Hamilton Sundstrand claimed it never received adequate information from NASA about why its bid did not win. Also, NASA failed to request a “cost-accounting standards disclosure statement from Oceaneering during its deliberations,” according to a Wall Street Journal article. A government accounting office letter also said that “The agency must re-examine both offers’ cost proposals. To the extent that any irregularities are identified, appropriate re-evaluation must be made.”

The three-phase $745 million contract called for 109 suits, 24 of which will be the lunar suits.

NASA may have start again from scratch and reopen the bidding for the spacesuit contract.
In a statement Friday, Hamilton Sundstrand said its wants “corrective action” and they are concerned that revisions to the proposal may not correct the “significant errors and deficiencies in the procurement we have protested thus far.”

Sources: Wall Street Journal, NASA press release

4 Replies to “NASA Cancels Spacesuit Contract to Avoid Litigation”

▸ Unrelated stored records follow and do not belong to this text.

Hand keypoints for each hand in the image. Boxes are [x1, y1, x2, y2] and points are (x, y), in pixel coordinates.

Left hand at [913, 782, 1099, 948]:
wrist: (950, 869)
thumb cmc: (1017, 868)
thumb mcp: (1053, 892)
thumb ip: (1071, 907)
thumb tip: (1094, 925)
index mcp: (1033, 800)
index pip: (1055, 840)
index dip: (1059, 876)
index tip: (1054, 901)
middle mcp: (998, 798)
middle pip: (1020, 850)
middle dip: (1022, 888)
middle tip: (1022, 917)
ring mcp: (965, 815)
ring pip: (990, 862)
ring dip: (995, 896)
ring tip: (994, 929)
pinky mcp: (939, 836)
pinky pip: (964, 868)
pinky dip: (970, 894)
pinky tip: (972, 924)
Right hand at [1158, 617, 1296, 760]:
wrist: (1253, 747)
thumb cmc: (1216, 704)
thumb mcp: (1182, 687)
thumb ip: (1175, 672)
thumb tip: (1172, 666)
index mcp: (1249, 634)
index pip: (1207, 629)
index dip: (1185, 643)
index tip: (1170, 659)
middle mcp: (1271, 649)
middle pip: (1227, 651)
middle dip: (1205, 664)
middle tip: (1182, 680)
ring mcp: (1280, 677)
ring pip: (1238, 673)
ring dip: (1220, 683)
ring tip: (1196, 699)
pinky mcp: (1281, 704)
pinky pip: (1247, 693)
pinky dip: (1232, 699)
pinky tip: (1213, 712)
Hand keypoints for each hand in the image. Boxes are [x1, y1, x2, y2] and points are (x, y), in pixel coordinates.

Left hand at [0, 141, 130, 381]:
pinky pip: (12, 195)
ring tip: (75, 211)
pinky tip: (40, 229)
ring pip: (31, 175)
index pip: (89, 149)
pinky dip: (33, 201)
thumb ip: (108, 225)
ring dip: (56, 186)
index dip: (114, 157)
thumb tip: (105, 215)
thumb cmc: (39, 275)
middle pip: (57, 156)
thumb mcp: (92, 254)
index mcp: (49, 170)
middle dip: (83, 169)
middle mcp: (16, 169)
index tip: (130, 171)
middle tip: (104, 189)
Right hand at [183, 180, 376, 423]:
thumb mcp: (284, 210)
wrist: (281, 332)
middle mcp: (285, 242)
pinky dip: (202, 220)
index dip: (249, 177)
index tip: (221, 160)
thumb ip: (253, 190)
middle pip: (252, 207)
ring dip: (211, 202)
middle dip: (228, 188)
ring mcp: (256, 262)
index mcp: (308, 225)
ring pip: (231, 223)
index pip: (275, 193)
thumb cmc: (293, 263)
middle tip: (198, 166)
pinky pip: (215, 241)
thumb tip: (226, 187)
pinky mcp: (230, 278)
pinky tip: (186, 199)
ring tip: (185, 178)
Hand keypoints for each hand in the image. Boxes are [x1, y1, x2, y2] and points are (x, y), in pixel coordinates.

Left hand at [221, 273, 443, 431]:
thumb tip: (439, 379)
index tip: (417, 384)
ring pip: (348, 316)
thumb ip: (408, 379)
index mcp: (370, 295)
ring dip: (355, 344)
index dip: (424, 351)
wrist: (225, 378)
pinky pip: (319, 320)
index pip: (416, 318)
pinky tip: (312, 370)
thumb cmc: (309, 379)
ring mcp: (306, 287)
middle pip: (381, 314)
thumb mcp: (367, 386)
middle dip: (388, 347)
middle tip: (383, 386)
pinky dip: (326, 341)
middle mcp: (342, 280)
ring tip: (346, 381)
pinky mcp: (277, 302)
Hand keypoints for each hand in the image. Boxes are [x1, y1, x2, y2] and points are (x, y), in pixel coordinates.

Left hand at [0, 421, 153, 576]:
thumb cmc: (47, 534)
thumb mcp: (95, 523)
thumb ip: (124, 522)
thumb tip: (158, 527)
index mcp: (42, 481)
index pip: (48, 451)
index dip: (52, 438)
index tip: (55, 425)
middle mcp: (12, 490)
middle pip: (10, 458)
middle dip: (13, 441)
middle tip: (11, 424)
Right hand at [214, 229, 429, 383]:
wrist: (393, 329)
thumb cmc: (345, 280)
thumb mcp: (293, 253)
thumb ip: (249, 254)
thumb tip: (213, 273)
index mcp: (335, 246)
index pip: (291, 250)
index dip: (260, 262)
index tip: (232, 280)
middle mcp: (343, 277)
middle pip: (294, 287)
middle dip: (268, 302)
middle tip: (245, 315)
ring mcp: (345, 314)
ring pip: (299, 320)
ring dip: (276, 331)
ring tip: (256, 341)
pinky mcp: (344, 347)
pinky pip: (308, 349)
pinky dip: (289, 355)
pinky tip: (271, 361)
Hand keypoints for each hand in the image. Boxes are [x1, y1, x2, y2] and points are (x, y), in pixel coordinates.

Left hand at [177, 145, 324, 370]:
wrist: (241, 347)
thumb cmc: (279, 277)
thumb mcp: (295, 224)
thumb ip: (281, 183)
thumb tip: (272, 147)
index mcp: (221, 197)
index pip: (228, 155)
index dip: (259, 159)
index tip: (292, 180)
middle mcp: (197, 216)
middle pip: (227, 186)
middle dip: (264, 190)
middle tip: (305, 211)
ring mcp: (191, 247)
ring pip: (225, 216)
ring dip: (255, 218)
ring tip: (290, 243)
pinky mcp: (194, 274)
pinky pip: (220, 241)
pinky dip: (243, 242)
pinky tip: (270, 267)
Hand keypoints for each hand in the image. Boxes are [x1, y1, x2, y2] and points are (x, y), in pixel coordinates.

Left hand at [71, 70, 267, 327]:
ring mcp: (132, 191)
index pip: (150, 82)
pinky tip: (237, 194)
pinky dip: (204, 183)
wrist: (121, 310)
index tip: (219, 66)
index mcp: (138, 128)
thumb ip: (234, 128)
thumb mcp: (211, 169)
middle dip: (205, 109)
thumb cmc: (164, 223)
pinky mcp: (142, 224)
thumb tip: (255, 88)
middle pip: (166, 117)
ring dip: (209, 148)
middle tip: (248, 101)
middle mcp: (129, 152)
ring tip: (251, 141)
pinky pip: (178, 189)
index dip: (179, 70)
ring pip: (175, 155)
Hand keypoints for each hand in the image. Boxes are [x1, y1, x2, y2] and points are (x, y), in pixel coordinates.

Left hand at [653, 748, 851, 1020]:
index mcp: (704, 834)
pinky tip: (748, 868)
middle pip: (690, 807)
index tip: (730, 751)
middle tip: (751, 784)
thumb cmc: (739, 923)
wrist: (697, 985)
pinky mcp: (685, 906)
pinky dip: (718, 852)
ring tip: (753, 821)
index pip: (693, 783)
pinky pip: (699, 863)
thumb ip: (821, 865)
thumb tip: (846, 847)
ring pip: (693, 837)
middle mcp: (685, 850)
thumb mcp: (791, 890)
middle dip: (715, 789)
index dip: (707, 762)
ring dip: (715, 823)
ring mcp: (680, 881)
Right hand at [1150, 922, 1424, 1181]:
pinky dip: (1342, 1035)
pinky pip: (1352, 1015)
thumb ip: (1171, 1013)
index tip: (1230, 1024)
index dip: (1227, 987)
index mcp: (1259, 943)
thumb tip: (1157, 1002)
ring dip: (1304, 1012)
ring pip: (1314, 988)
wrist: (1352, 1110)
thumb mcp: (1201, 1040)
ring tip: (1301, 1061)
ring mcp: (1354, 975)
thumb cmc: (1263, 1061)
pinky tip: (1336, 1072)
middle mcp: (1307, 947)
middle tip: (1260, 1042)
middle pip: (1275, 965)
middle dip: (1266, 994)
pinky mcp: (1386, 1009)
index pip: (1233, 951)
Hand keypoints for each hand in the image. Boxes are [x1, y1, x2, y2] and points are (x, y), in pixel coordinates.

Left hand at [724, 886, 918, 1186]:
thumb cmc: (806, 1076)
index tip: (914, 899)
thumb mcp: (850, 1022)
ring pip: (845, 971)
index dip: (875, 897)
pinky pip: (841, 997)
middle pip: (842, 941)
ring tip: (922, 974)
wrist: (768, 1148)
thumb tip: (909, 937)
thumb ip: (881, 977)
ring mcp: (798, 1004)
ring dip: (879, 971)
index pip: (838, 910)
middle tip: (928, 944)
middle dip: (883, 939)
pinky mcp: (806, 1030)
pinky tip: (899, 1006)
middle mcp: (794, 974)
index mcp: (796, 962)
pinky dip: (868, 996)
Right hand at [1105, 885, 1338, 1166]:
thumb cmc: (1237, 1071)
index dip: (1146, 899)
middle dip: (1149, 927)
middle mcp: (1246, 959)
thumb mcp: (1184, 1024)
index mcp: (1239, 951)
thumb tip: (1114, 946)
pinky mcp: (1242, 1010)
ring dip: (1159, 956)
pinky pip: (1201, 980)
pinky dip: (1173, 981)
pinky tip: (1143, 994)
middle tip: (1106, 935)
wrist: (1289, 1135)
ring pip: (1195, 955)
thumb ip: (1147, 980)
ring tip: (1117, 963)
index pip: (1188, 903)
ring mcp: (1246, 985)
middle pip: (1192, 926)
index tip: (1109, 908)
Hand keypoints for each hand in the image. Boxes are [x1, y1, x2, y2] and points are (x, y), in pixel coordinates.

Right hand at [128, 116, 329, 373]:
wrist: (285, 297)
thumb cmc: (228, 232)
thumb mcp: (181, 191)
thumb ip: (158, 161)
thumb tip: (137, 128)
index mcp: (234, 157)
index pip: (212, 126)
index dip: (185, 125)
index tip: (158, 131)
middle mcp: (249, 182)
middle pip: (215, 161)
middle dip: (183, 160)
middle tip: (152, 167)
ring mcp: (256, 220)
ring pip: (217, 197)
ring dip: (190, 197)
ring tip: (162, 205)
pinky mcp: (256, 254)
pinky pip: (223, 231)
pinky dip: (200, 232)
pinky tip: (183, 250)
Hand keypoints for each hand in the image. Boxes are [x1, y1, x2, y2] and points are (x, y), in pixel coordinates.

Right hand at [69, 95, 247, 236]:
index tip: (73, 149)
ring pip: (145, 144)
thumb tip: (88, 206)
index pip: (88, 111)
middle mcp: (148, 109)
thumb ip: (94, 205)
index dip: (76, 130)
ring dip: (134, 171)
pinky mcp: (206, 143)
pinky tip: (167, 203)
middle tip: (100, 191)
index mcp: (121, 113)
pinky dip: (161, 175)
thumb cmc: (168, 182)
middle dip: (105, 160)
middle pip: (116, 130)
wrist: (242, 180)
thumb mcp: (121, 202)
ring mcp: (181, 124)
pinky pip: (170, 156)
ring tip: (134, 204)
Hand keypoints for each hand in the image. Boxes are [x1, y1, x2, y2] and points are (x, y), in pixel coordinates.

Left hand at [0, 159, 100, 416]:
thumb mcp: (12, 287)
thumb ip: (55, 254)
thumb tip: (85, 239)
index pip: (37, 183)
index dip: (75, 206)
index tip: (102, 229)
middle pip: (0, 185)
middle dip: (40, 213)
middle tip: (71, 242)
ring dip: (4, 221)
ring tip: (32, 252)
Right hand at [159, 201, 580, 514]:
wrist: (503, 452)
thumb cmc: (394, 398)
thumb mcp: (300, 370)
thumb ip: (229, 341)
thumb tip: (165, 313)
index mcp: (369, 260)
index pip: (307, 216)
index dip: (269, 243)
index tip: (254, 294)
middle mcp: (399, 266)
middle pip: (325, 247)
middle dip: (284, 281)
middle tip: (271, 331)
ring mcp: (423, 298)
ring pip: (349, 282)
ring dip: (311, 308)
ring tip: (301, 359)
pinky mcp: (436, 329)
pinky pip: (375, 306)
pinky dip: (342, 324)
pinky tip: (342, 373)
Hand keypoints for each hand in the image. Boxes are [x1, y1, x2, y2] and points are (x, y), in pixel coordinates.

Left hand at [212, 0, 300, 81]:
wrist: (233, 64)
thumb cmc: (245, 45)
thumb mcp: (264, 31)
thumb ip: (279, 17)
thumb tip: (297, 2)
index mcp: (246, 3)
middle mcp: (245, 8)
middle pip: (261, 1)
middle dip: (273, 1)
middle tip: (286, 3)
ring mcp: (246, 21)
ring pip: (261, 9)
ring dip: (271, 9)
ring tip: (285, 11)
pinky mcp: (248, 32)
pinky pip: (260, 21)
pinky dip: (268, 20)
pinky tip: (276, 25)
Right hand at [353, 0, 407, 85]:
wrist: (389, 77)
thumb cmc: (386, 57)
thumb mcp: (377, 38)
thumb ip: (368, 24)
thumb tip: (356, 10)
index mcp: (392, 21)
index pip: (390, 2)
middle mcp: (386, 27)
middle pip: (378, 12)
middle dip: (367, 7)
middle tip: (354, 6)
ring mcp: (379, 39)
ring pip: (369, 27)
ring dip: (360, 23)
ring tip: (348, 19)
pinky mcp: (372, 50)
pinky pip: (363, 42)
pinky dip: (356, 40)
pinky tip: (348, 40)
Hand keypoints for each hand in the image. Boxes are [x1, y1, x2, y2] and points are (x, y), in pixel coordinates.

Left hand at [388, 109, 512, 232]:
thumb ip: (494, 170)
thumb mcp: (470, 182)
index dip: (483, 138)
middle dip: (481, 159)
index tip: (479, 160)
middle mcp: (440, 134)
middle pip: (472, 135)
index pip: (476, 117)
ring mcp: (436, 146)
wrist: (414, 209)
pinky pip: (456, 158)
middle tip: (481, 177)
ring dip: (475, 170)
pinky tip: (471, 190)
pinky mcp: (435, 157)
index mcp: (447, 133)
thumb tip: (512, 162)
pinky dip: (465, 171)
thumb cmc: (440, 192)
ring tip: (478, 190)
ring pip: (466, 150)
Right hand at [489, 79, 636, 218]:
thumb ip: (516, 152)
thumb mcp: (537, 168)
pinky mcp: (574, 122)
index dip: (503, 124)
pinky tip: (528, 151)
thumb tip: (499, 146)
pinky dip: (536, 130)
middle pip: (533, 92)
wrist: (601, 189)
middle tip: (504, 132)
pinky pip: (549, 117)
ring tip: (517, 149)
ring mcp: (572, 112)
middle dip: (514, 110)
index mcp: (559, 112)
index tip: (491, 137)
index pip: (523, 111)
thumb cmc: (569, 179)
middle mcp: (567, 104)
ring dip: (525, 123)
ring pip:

  1. The Great Cost Overlay Debacle of ’08 is a preview of the mission. Upon finally securing a contract, NASA will then announce an additional $1 billion is needed to complete the suit design…it will be discovered that someone forgot to design a helmet, a minor but important detail. Afterwards, the same team that came up with the original figure for the spacesuits will be utilized to create launch simulations to the moon. The launch will go as planned, but it will be discovered after sending the first mission to the moon that a “mathematical shortfall” was discovered, thus hurtling the first team off course toward a confirmed “void” in space. With the absence of dark matter in the region, the mission will be literally stuck in the middle of nowhere. Meanwhile, Eric Tyson will be brought in for perspective. Much to everyone’s shock, he begins shouting obscenities at the stranded mission, insisting Pluto is a comet. Then the remnants of the Phoenix Lander Team will barge in and redirect the entire mission control toward Mars, insisting that perchlorate must be studied further. This of course diverts attention from Project Lucifer, and Jupiter becomes a star after all. The moon mission is pulled into orbit around the new star, and their last known transmission goes something like, “My God, it’s full of stars.” Hey, it could happen.

  2. Whoever signed off on that contract should be publicly fired and expelled from NASA. Whoever led the team that oversaw the submission process on that contract should also be fired. This sort of thing destroys the credibility of NASA as a contracting organisation. And I do mean destroys. If an organisation that is asking external contractors to spend vast sums of their own money on a submission process cannot be trusted, (to act in a proper manner to outside contractors), then the process is completely discredited, as also the organisation itself.

    NASA must work very rapidly indeed to show everyone that they have corrected this and put their house in order.